Moshe Sharett was a compulsive writer. He enjoyed the very act of writing, the flavor of words and the quest for precision of expression. He always looked back with nostalgia to his days on Davar, and seemed to find some compensation in the paperwork - memos, reports, letters - he did at the Foreign Ministry, and before that at the Jewish Agency.

 

Despite its copious, almost daily, entries (many dealing with matters of little import), the extensive digressions and the elaborate descriptive passages, this is by no means a diary kept at leisure. Most of it was written under the extremely heavy pressure of work and great mental strain, very often in the middle of the night when he was on the verge of physical exhaustion. "This diary is shortening father's life," Zippora Sharett wrote their son. However, he felt "dutybound" and was "imbued with the desire" to go on.

 

Quite obviously it was a burden, but one which Sharett clung to with tenacity. He was driven to it by the need to find an outlet for a pent-up feeling of frustration rooted in his inability to express his personality fully and independently.
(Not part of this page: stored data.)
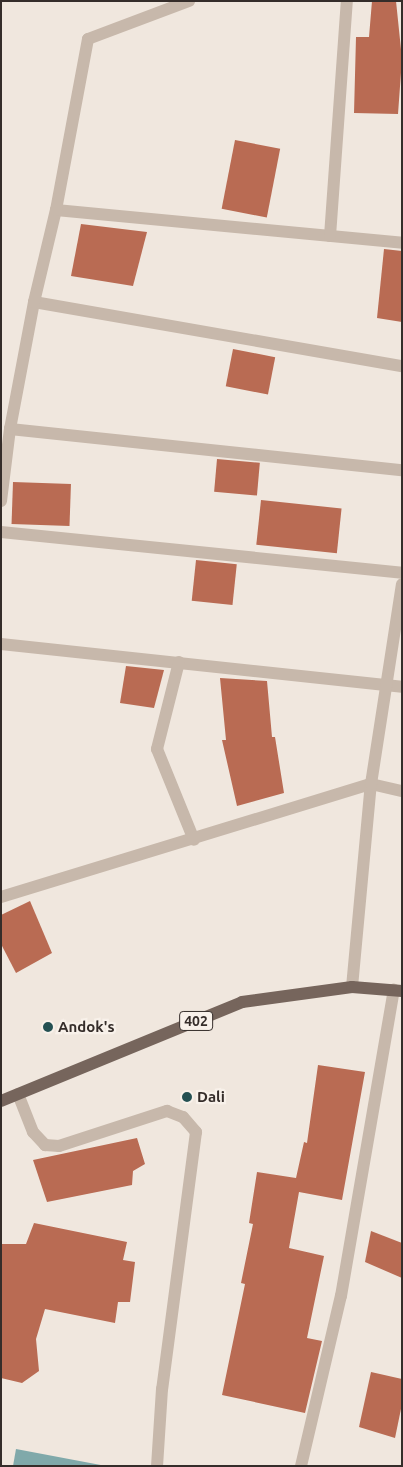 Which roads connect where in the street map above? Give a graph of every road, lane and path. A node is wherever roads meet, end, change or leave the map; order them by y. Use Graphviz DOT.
graph roads {
  1 [pos="189,1"];
  2 [pos="347,1"];
  3 [pos="56,210"];
  4 [pos="330,236"];
  5 [pos="402,244"];
  6 [pos="34,302"];
  7 [pos="402,366"];
  8 [pos="10,429"];
  9 [pos="402,470"];
  10 [pos="1,501"];
  11 [pos="1,532"];
  12 [pos="402,572"];
  13 [pos="402,584"];
  14 [pos="1,644"];
  15 [pos="179,662"];
  16 [pos="385,684"];
  17 [pos="402,687"];
  18 [pos="372,784"];
  19 [pos="402,791"];
  20 [pos="194,840"];
  21 [pos="1,898"];
  22 [pos="352,987"];
  23 [pos="398,991"];
  24 [pos="18,1094"];
  25 [pos="1,1101"];
  26 [pos="157,1466"];
  27 [pos="301,1466"];
  1 -- 3 [label="street"];
  2 -- 4 [label="street"];
  3 -- 4 [label="street"];
  3 -- 6 [label="street"];
  4 -- 5 [label="street"];
  6 -- 7 [label="street"];
  6 -- 8 [label="street"];
  8 -- 9 [label="street"];
  8 -- 10 [label="street"];
  11 -- 12 [label="street"];
  13 -- 16 [label="street"];
  14 -- 15 [label="street"];
  15 -- 16 [label="street"];
  15 -- 20 [label="street"];
  16 -- 17 [label="street"];
  16 -- 18 [label="street"];
  18 -- 19 [label="street"];
  18 -- 20 [label="street"];
  18 -- 22 [label="street"];
  20 -- 21 [label="street"];
  22 -- 23 [label="main road, 402"];
  22 -- 24 [label="main road, 402"];
  23 -- 27 [label="street"];
  24 -- 25 [label="main road, 402"];
  24 -- 26 [label="street"];
} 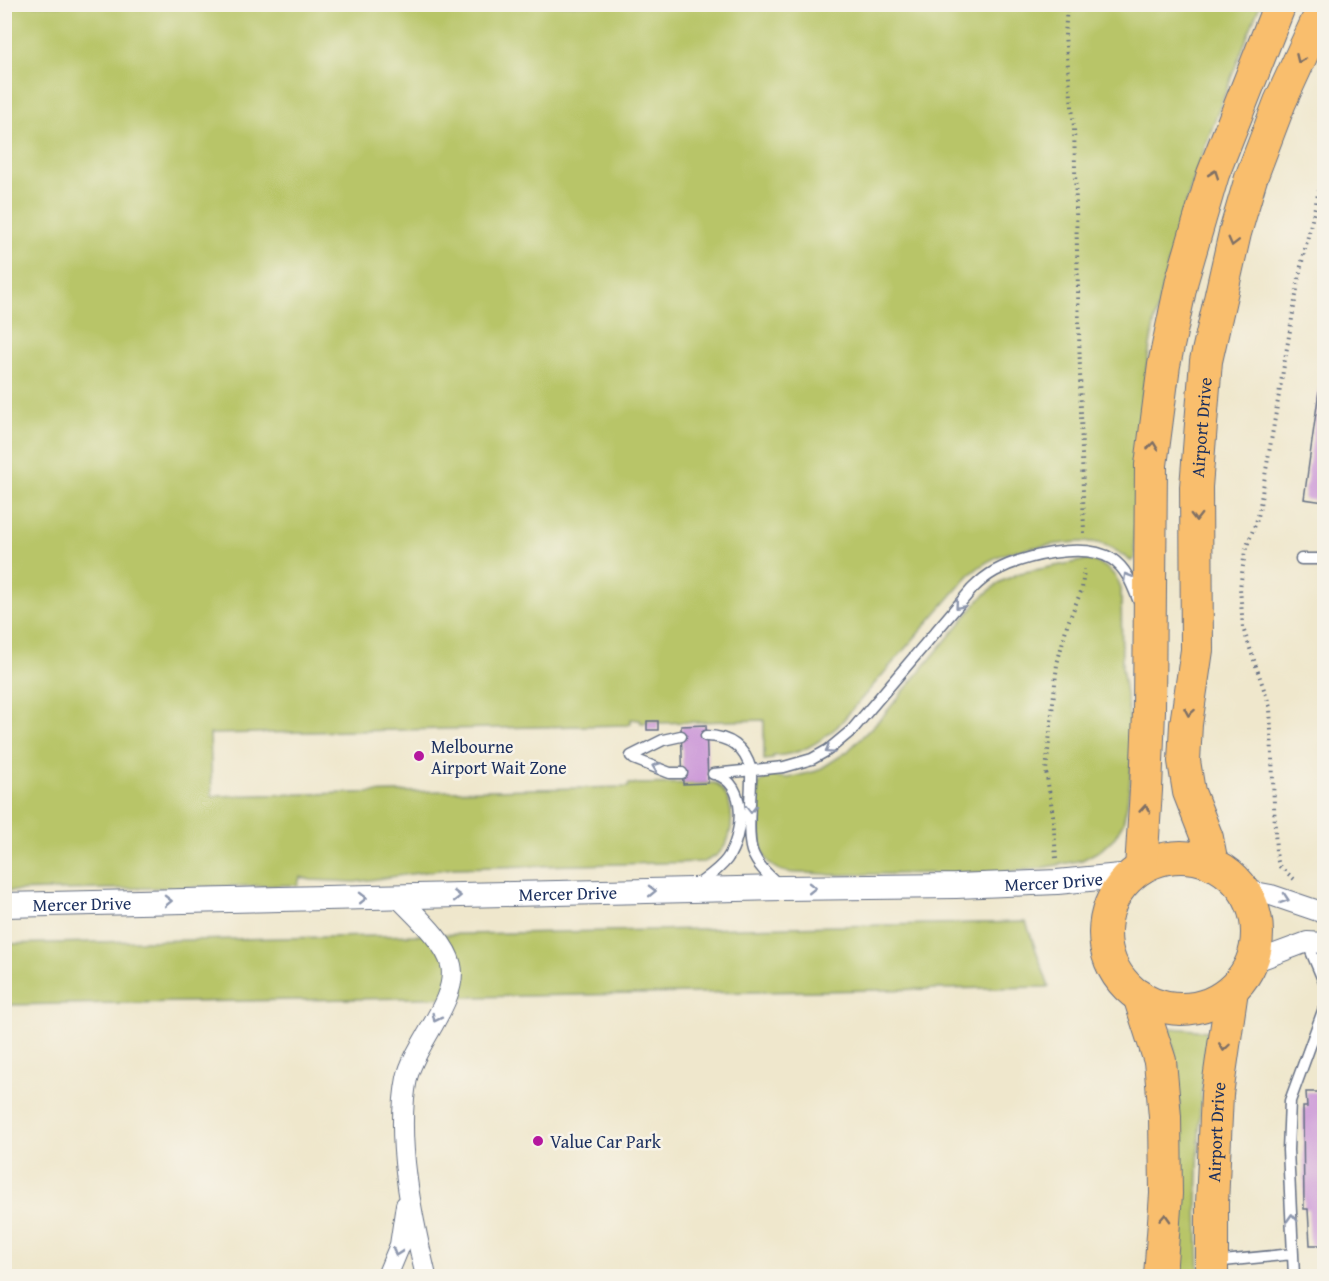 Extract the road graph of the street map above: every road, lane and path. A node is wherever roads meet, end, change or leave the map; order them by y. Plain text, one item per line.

It was the barrier of Ben-Gurion's shadow which he sought to break through.

 

Sharett questioned the very tenets of Ben-Gurion's activist policy and rejected as disastrous the path of "teaching the Arabs a lesson" by escalating retaliatory actions aimed at a military resolution. He was out to block and reverse this "wild" trend and to contain the "lust for fighting," with its corrupting effects.

 

Sharett minces no words in accusing the military establishment of manipulating facts, withholding information and falsifying reports in order to justify, or get approval for, retaliatory operations. He was deeply shocked by the cover-up of the Kibya affair, and by the hush- up of a case involving the killing by paratroopers of five Bedouin in an act of personal revenge.

 

The fact that the activist policy In all its forms had the enthusiastic support of the vast majority of the population disturbed him greatly, and he saw in it a grave threat to the State's moral foundations. Politically he saw this policy as leading to a dangerous impasse and to Israel's growing isolation.

 

Sharett agreed that in certain circumstances a retaliatory operation was unavoidable, but warned that such operations "ought be guided by the realization that they will not bring peace closer, but rather make its prospects even more remote." Sharett advocated diplomacy, moderation and restraint as the way to win international support and allay Arab suspicions and fears, develop trust, and ultimately bring about Arab acceptance of the State of Israel. Thus when Ben-Gurion was pointing to the dangers posed by the growing Arab - and especially Egyptian - military might and warning that Nasser was preparing for war, Sharett wrote: "One has to seek an answer to the dangers in non-military measures: in raising a new proposal for the solution of the refugee problem, coupled with a courageous offer of compensation, in mending our relations with the powers and in active striving for an understanding with Egypt."

 

The 1956 Sinai Campaign found Sharett out of the government and on a mission in Asia. It came to him as a profound shock. "We are the aggressors!" - was his one-line entry on the day the news of the war reached him in New Delhi.

 

Sharett then realized why Ben-Gurion had ousted him from the Cabinet a few months before: he would have been an obstacle to the campaign. Some time later, Sharett minutes: "In the midst of taking stock of the gains and losses of this war it is quite obvious to me that I am one of its casualties. As a political man I fell victim to this war and this casualty, too, ought to be counted."

 

No short review can adequately convey the panorama of events and figures presented in this unique diary. The reader is given a new insight into the "Lavon Affair"; he is shown the complexities of political negotiations and disputes; he gets a close-range view of the making of a coalition government, with its behind-the-scenes wrangling and "deals": and he follows the careers of the "men at the top" as they are seen and described by Sharett with sharpness and frankness.

 

Standing out above all this is the moral force which dominated Sharett's personality. He was not a man of extremes, but neither was he a man of compromise when it came to matters of values and conscience. "I...stand before my conscience, the cruel and tyrannical ruler, to whom I am subservient all my life like a willing slave "

 

This extraordinary diary, besides being a unique human document, is a treasure trove for the student of Israel's contemporary history and invaluable for the understanding of one of its crucial periods.